アニエスもセシリアも皇帝の末裔や由緒正しき王だというのは分かっている。
だが、俺はセシリアをルスラニア王国の王にしたことで大いに後悔した。
それはついこの間のことだ。昨日の今日で再び家族を国家の為に差し出せというのは俺には出来ない。
時間が経てば再びその選択を選んでも良いというものではない。そのときの後悔はいずれ治る傷ではなくて、二度としないという戒めとして俺の中に刻まれている。
セシリアのときは北公もルスラニア王国も、そこにいる誰もが俺たちに対して甘かった。だが、アニエスもそうなるとは限らない。
彼女は自立した立派な大人として生きている。そうなると負わされる責任もセシリアの比ではない。
その責任というのも、帝政ルーア、ルーア共和国、連盟政府という、敵対的意思を互いにまだ持ち続けている三カ国にまたがるものだ。
どこが勝てば、どこが負ければ、それでアニエスの生死にも関わりかねない。
そのようなことは二度とごめんだ。
「尤もですね。彼女自身の意見は、というのはまず置いておきましょう」
しかし、クロエはのんびりとコーヒーに口を付けた。
俺の考えたことなど全てお見通しだ、その上でその提案をしていて、尚且つそれを俺が受けるかのような落ち着いた反応を見せたのだ。
クロエは冷め始めたコーヒーをソーサーに置き、淡々と話を続けた。
「あなたのこれまでの経験を鑑みれば、尤もな反応です。
あなたはセシリアをルスラニアの女王にしていましたね。彼女は神聖視され、もはやルスラニアでは神のような存在になりました。
“童のときは語ることも童の如く、思うことも童の如く、論ずることも童の如くなりしが、人となりては童のことを捨てたり”
彼女は幼子であり、政治などとはほど遠い。
人間の築いてきた社会は大人が支配していて、それで循環していくもの。
しかし、彼女は血縁という王としての絶対の素質を持っていた。

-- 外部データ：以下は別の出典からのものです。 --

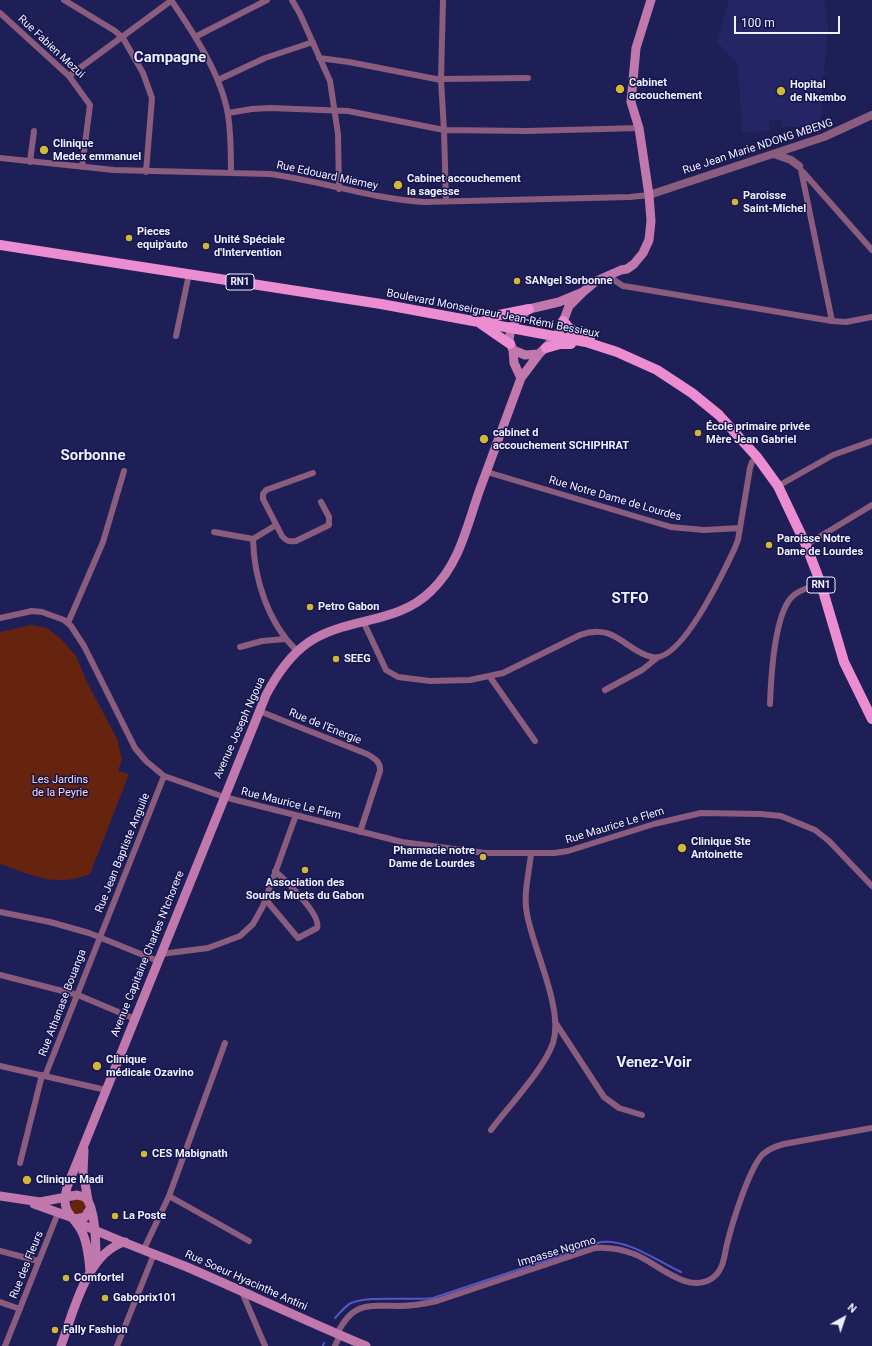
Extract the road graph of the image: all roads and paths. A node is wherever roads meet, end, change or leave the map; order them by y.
1 (64, 0) edge
2 (172, 0) edge
3 (267, 0) edge
4 (292, 0) edge
5 (443, 0) edge
6 (651, 0) edge
7 (0, 13) edge
8 (195, 37) junction
9 (123, 38) junction
10 (312, 42) junction
11 (319, 58) junction
12 (69, 76) junction
13 (528, 78) dead end
14 (441, 79) junction
15 (218, 80) junction
16 (335, 110) junction
17 (228, 113) junction
18 (872, 115) edge
19 (639, 128) junction
20 (444, 130) junction
21 (34, 131) dead end
22 (802, 144) junction
23 (774, 154) junction
24 (0, 158) edge
25 (30, 162) junction
26 (82, 167) junction
27 (800, 168) junction
28 (146, 172) junction
29 (231, 173) junction
30 (339, 189) junction
31 (649, 195) junction
32 (446, 202) junction
33 (0, 245) edge
34 (872, 250) edge
35 (189, 274) junction
36 (608, 276) junction
37 (583, 292) junction
38 (543, 305) junction
39 (529, 309) junction
40 (872, 317) edge
41 (564, 318) junction
42 (832, 321) junction
43 (480, 323) junction
44 (511, 328) junction
45 (176, 336) dead end
46 (556, 337) junction
47 (512, 347) junction
48 (611, 350) junction
49 (542, 351) junction
50 (521, 378) junction
51 (872, 441) edge
52 (757, 457) junction
53 (124, 471) dead end
54 (487, 472) junction
55 (313, 473) dead end
56 (778, 486) junction
57 (322, 502) dead end
58 (872, 505) edge
59 (276, 525) junction
60 (740, 528) junction
61 (214, 532) dead end
62 (253, 539) junction
63 (806, 545) junction
64 (821, 584) junction
65 (0, 618) edge
66 (68, 623) junction
67 (364, 623) junction
68 (285, 639) junction
69 (240, 647) dead end
70 (297, 652) junction
71 (657, 658) junction
72 (490, 677) junction
73 (605, 690) dead end
74 (770, 704) dead end
75 (259, 711) junction
76 (872, 719) edge
77 (535, 741) dead end
78 (164, 776) junction
79 (224, 797) junction
80 (296, 815) junction
81 (360, 832) junction
82 (531, 854) junction
83 (275, 871) junction
84 (872, 886) edge
85 (266, 900) junction
86 (0, 912) edge
87 (100, 938) junction
88 (159, 958) junction
89 (0, 975) edge
90 (78, 995) junction
91 (135, 1019) junction
92 (555, 1022) junction
93 (225, 1044) dead end
94 (0, 1066) edge
95 (43, 1076) junction
96 (106, 1090) junction
97 (642, 1115) dead end
98 (872, 1128) edge
99 (491, 1130) dead end
100 (85, 1143) junction
101 (20, 1163) dead end
102 (67, 1187) junction
103 (0, 1196) edge
104 (170, 1196) junction
105 (69, 1197) junction
106 (55, 1200) junction
107 (88, 1200) junction
108 (27, 1202) junction
109 (62, 1210) junction
110 (91, 1211) junction
111 (73, 1220) junction
112 (95, 1232) junction
113 (120, 1241) junction
114 (249, 1241) dead end
115 (144, 1249) junction
116 (0, 1251) edge
117 (154, 1254) junction
118 (38, 1261) junction
119 (96, 1263) junction
120 (90, 1271) junction
121 (242, 1292) junction
122 (0, 1302) edge
123 (20, 1309) junction
124 (338, 1334) junction
125 (5, 1346) edge
126 (61, 1346) edge
127 (117, 1346) edge
128 (265, 1346) edge
129 (335, 1346) edge
130 (366, 1346) edge

1 - 9 street
2 - 8 street
2 - 9 street
3 - 8 street
4 - 10 street
5 - 14 street
6 - 19 main road
7 - 12 street, Rue Fabien Mezui
8 - 15 street
9 - 12 street
9 - 28 street
10 - 11 street
10 - 15 street
11 - 14 street
11 - 16 street
12 - 26 street, Rue Fabien Mezui
13 - 14 street
14 - 20 street
15 - 17 street
16 - 17 street
16 - 20 street
16 - 30 street
17 - 29 street
18 - 22 street, Rue Jean Marie NDONG MBENG
19 - 20 street
19 - 31 main road
20 - 32 street
21 - 25 street
22 - 23 street, Rue Jean Marie NDONG MBENG
22 - 27 street
23 - 27 street
23 - 31 street, Rue Jean Marie NDONG MBENG
24 - 25 street, Rue Edouard Miemey
25 - 26 street, Rue Edouard Miemey
26 - 28 street, Rue Edouard Miemey
27 - 34 street
27 - 42 street
28 - 29 street, Rue Edouard Miemey
29 - 30 street, Rue Edouard Miemey
30 - 32 street, Rue Edouard Miemey
31 - 32 street, Rue Edouard Miemey
31 - 36 main road
33 - 35 main road, Boulevard Monseigneur Jean-Rémi Bessieux / RN1
35 - 43 main road, Boulevard Monseigneur Jean-Rémi Bessieux / RN1
35 - 45 street
36 - 37 main road
36 - 42 street
37 - 38 main road
37 - 41 main road, Avenue Joseph Ngoua
38 - 39 main road
38 - 41 main road
39 - 43 main road
39 - 44 main road
40 - 42 street
41 - 46 main road, Avenue Joseph Ngoua
41 - 48 main road
43 - 44 main road, Boulevard Monseigneur Jean-Rémi Bessieux / RN1
43 - 47 main road
44 - 46 main road, Boulevard Monseigneur Jean-Rémi Bessieux / RN1
44 - 47 main road
46 - 48 main road, Boulevard Monseigneur Jean-Rémi Bessieux / RN1
46 - 49 main road, Avenue Joseph Ngoua
47 - 49 main road
47 - 50 main road
48 - 49 main road
48 - 52 main road, Boulevard Monseigneur Jean-Rémi Bessieux / RN1
49 - 50 main road, Avenue Joseph Ngoua
50 - 54 main road, Avenue Joseph Ngoua
51 - 56 street
52 - 56 main road, Boulevard Monseigneur Jean-Rémi Bessieux / RN1
52 - 60 street
53 - 66 street
54 - 60 street, Rue Notre Dame de Lourdes
54 - 67 main road, Avenue Joseph Ngoua
55 - 59 street
56 - 63 main road, Boulevard Monseigneur Jean-Rémi Bessieux / RN1
57 - 59 street
58 - 63 street
59 - 62 street
60 - 71 street
61 - 62 street
62 - 68 street
63 - 64 main road, Boulevard Monseigneur Jean-Rémi Bessieux / RN1
64 - 74 street
64 - 76 main road, Boulevard Monseigneur Jean-Rémi Bessieux / RN1
65 - 66 street
66 - 78 street
67 - 70 main road, Avenue Joseph Ngoua
67 - 72 street
68 - 69 street
68 - 70 street
70 - 75 main road, Avenue Joseph Ngoua
71 - 72 street
71 - 73 street
72 - 77 street
75 - 79 main road, Avenue Joseph Ngoua
75 - 81 street, Rue de l'Energie
78 - 79 street, Rue Maurice Le Flem
78 - 87 street, Rue Jean Baptiste Anguile
79 - 80 street, Rue Maurice Le Flem
79 - 88 main road, Avenue Capitaine Charles N'tchorere
80 - 81 street, Rue Maurice Le Flem
80 - 83 street
81 - 82 street, Rue Maurice Le Flem
82 - 84 street, Rue Maurice Le Flem
82 - 92 street
83 - 85 street
83 - 85 street
85 - 88 street
86 - 87 street
87 - 88 street
87 - 90 street, Rue Athanase Bouanga
88 - 91 main road, Avenue Capitaine Charles N'tchorere
89 - 90 street
90 - 91 street
90 - 95 street, Rue Athanase Bouanga
91 - 96 main road, Avenue Capitaine Charles N'tchorere
92 - 97 street
92 - 99 street
93 - 104 street
94 - 95 street
95 - 96 street
95 - 101 street, Rue Athanase Bouanga
96 - 100 main road, Avenue Capitaine Charles N'tchorere
98 - 124 street, Impasse Ngomo
100 - 102 main road
100 - 107 main road
102 - 105 main road
102 - 106 main road
103 - 108 main road
104 - 114 street
104 - 115 street
105 - 106 main road
105 - 107 main road
105 - 109 main road
106 - 108 main road
107 - 110 main road
108 - 109 main road
109 - 111 main road
109 - 118 street, Rue des Fleurs
110 - 111 main road
110 - 112 main road
110 - 113 main road
111 - 112 main road, Rue Soeur Hyacinthe Antini
111 - 120 main road
112 - 113 main road, Rue Soeur Hyacinthe Antini
112 - 119 main road
113 - 115 main road, Rue Soeur Hyacinthe Antini
113 - 119 main road
115 - 117 main road, Rue Soeur Hyacinthe Antini
116 - 118 street
117 - 121 main road, Rue Soeur Hyacinthe Antini
117 - 127 street
118 - 123 street, Rue des Fleurs
119 - 120 main road
120 - 126 main road
121 - 124 main road, Rue Soeur Hyacinthe Antini
121 - 128 street
122 - 123 street
123 - 125 street, Rue des Fleurs
124 - 129 street, Impasse Ngomo
124 - 130 main road, Rue Soeur Hyacinthe Antini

王国は王による支配を受ける。
だが、それには彼女はあまりにも幼すぎた。
それ故に、童と人は異なるというのを神聖なものとして引き離し、王でありながら国政からは遠ざけることにした。
そして、幼君は人前に現れることなく、神如く崇められるようになった。
子どもを思いやる気持ちだけが目立ちますが、それは周囲の大人たちの操り人形であることに変わりはありません。

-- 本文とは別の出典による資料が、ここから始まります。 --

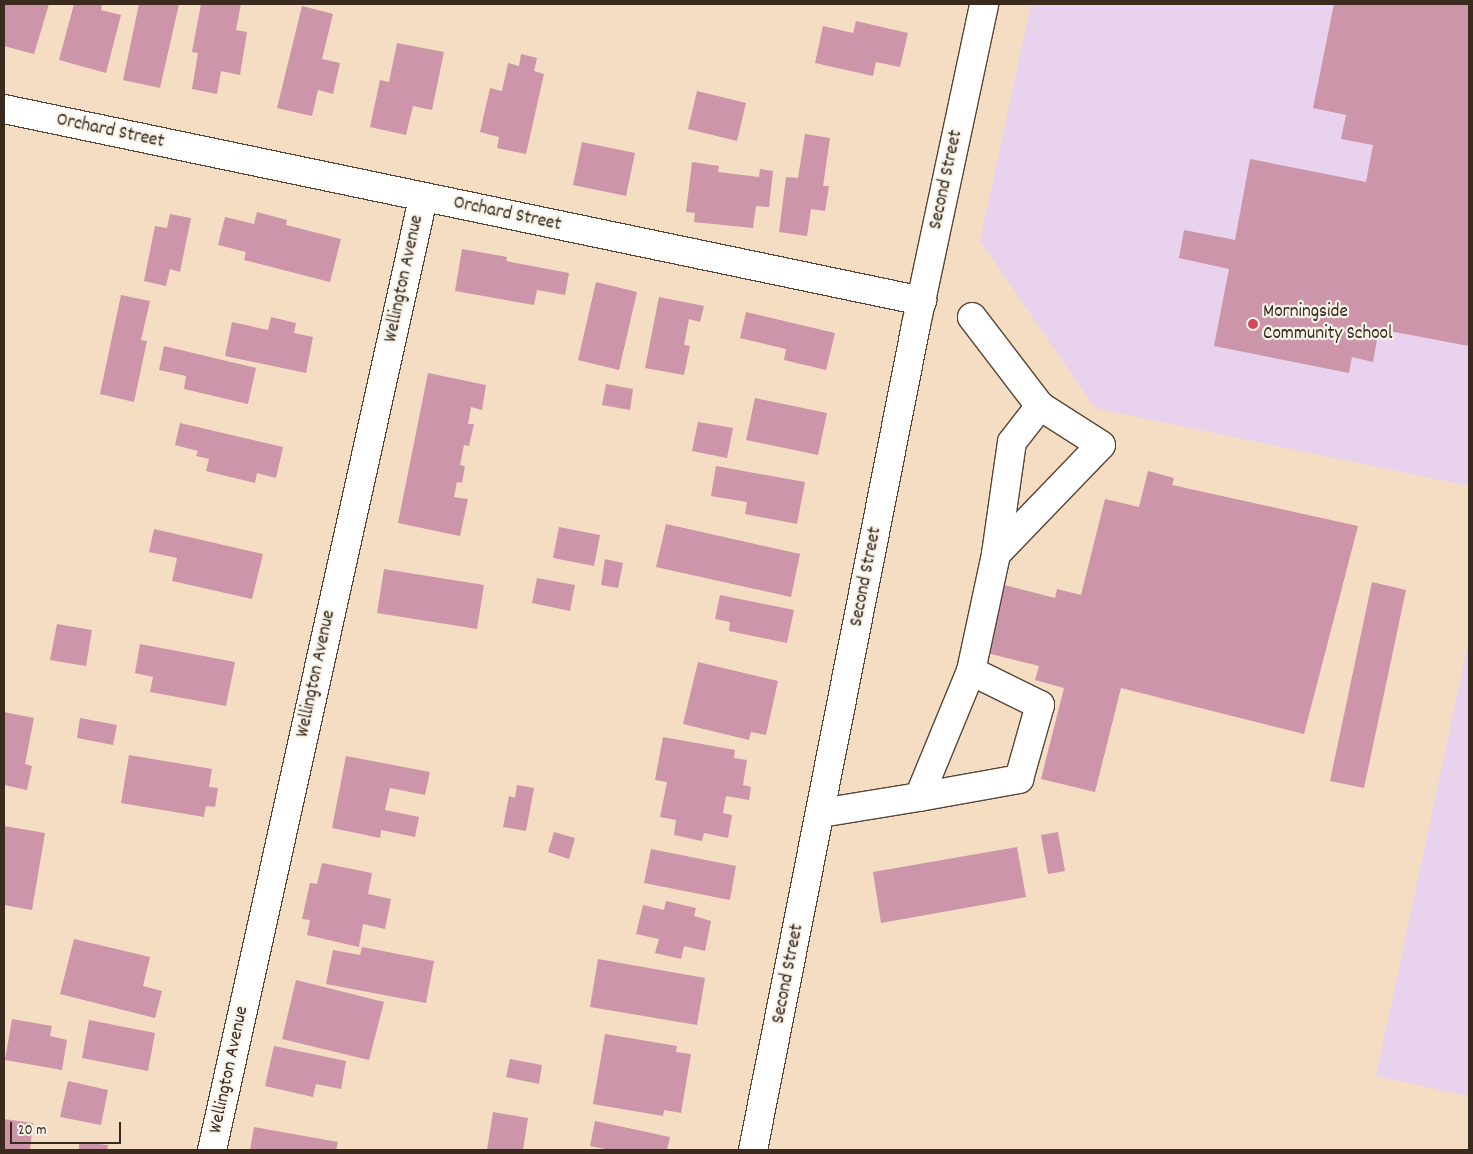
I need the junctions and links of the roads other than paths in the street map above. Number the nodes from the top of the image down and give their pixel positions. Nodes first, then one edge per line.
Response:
1 (984, 4) edge
2 (4, 109) edge
3 (423, 198) junction
4 (922, 302) junction
5 (972, 317) dead end
6 (1040, 406) junction
7 (996, 554) junction
8 (971, 671) junction
9 (919, 797) junction
10 (821, 813) junction
11 (212, 1150) edge
12 (753, 1150) edge

1 - 4 street, Second Street
2 - 3 street, Orchard Street
3 - 4 street, Orchard Street
3 - 11 street, Wellington Avenue
4 - 10 street, Second Street
5 - 6 street
6 - 7 street
6 - 7 street
7 - 8 street
8 - 9 street
8 - 9 street
9 - 10 street
10 - 12 street, Second Street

実際にルスラニア王国は、シーヴェルニ・ソージヴァルという名の共同体を北公と形成し、国家同士の連携であると平等な立場を主張していますが、政府の中枢には北公の役人が多く入り込んでいて北公なくしては成立しない傀儡政府ではないですか。
ですが、そのときとは状況が違います。
アニエスさんはもう成人しており、知識教養はかなり高度に身につけています。それがどういうことか。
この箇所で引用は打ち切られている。